Two other illustrations occur in far more interesting contexts: real life, in Alfonso’s Book of Games. On the left, nobles are wined and serenaded while they dice. The lutenist is also a noble, with long hair (not typical for Alfonso’s court), and plays an instrument, unremarkable except for three rose-type soundholes and a more delicate bridge with knobbed ends. (Compare the blocky bridges above.)
On the right is a fascinating scene, and not just because it is in the harem. Two well-dressed (under the circumstances) women play chess accompanied by a lutenist. She seems to have black hair but close examination shows it is actually a black fringed head scarf held on by an intricate band. The exquisite lute is, perhaps, the finest portrayal of that instrument in any of Alfonso’s manuscripts. It has a central rose–a six-pointed star–which would become the standard for the next several hundred years, in addition to flame and dot paired holes of archaic style. It appears to have seven strings and the neck is fretted.
The woman on the left wears a diaphonous gown over similar pantaloons held by a fancy, colorful belt. Her hair is covered by a snood or, rather, a decorative (knitted, woven?) cap, since her hair seems to fall down her back. She also wears filigree gold earrings, heavy gold bracelets and an indistinct necklace. She is barefoot but notice, just below the frame, a pair of clogs like Japanese geta (Nice touch). She is clearly a favorite. The other woman wears a simpler, full-sleeved robe with binding. Her head band holds a sheer veil over her hair and she wears a necklace of alternating red and blue stones. (Carnelian and lapis or turquoise have long been favorite protective gems in the Middle East. We don’t have much indication of women’s jewellery in illuminations of this period.)

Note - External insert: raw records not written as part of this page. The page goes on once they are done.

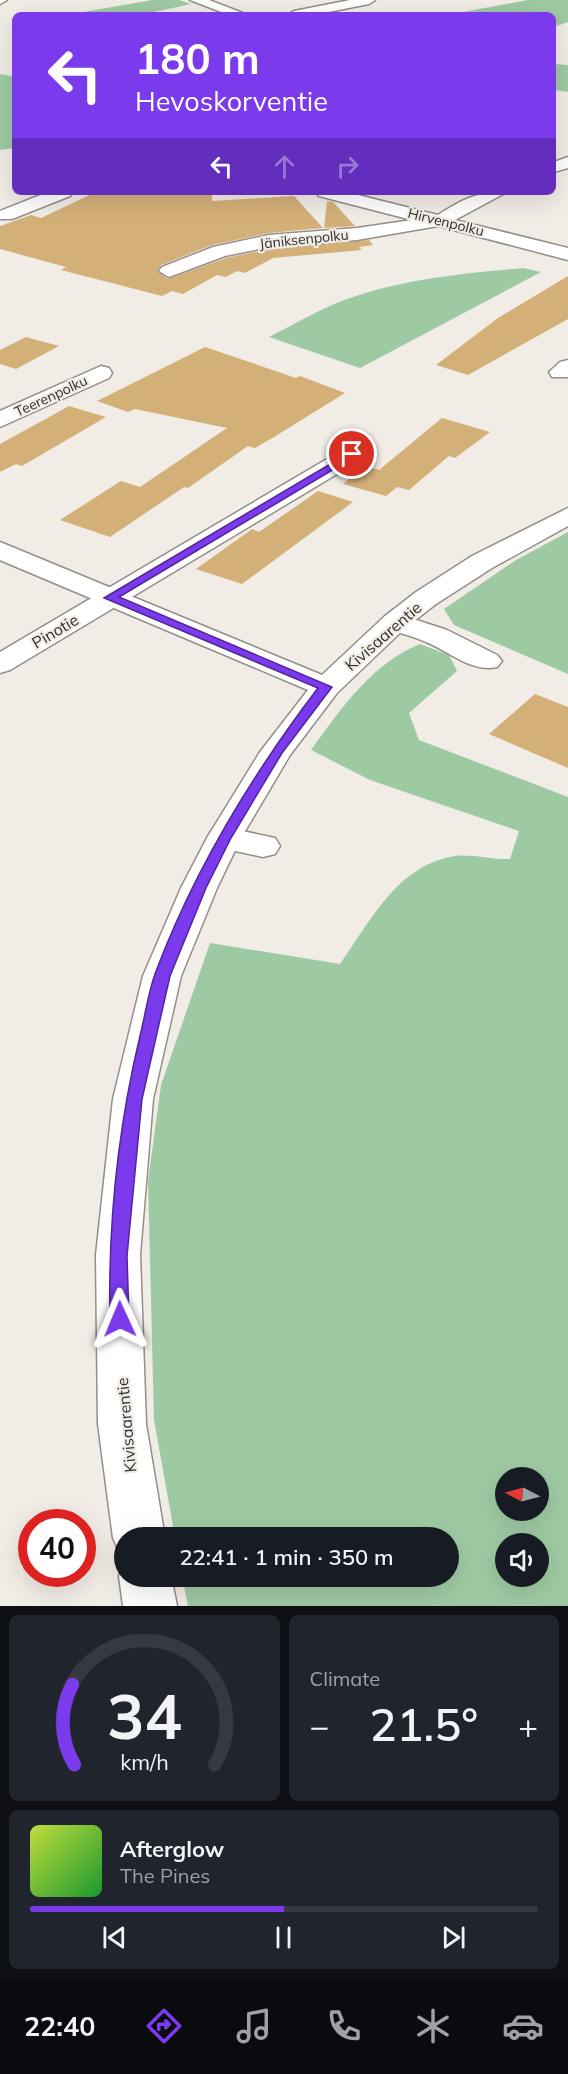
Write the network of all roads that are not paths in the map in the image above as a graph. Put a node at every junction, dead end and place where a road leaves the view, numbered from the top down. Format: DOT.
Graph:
graph roads {
  1 [pos="196,0"];
  2 [pos="369,0"];
  3 [pos="233,12"];
  4 [pos="309,12"];
  5 [pos="56,195"];
  6 [pos="338,195"];
  7 [pos="490,195"];
  8 [pos="6,215"];
  9 [pos="442,220"];
  10 [pos="568,254"];
  11 [pos="170,271"];
  12 [pos="101,373"];
  13 [pos="0,420"];
  14 [pos="352,454"];
  15 [pos="568,516"];
  16 [pos="0,550"];
  17 [pos="110,598"];
  18 [pos="395,622"];
  19 [pos="487,661"];
  20 [pos="0,664"];
  21 [pos="326,687"];
  22 [pos="224,838"];
  23 [pos="263,846"];
  24 [pos="138,1527"];
  25 [pos="147,1587"];
  26 [pos="150,1606"];
  1 -- 3 [label="street"];
  2 -- 4 [label="street"];
  5 -- 8 [label="street"];
  6 -- 9 [label="street, Hirvenpolku"];
  7 -- 9 [label="street"];
  9 -- 10 [label="street, Hirvenpolku"];
  9 -- 11 [label="street, Jäniksenpolku"];
  12 -- 13 [label="street, Teerenpolku"];
  14 -- 17 [label="street, Pinotie"];
  15 -- 18 [label="street, Kivisaarentie"];
  16 -- 17 [label="street"];
  17 -- 20 [label="street, Pinotie"];
  17 -- 21 [label="street"];
  18 -- 19 [label="street"];
  18 -- 21 [label="street, Kivisaarentie"];
  21 -- 22 [label="street, Kivisaarentie"];
  22 -- 23 [label="street"];
  22 -- 24 [label="street, Kivisaarentie"];
  25 -- 26 [label="street"];
}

But the most distinctive feature is their hands. Both are wearing henna: the one on the right a light version over the entire hand, the one on the left a dark, black style on the fingers up to the knuckles, with additional decorative dots. What are the chances we would find this degree of detail in a picture just a few inches square? This artist left us a goldmine! Well done, thou good and faithful servant.
I commissioned my good friend and zen master luthier, Yuris Zeltins, to make a medieval lute for Alfonso X. We had talked and worked for years on various aspects of modern-day ‘ud construction compared to medieval lutes. Yuris’ shop, the Blue Guitar, in San Diego, was a very busy place, repairing instruments from all over the United States, and the world. (Yuris is the luthier of choice to work on the guitars of the Romero family and many other professional musicians.) He was very interested in the project and, after years of prodding, finally produced the instrument below. I have played it for twenty years and it only improves with age. (Which is something I can’t claim.)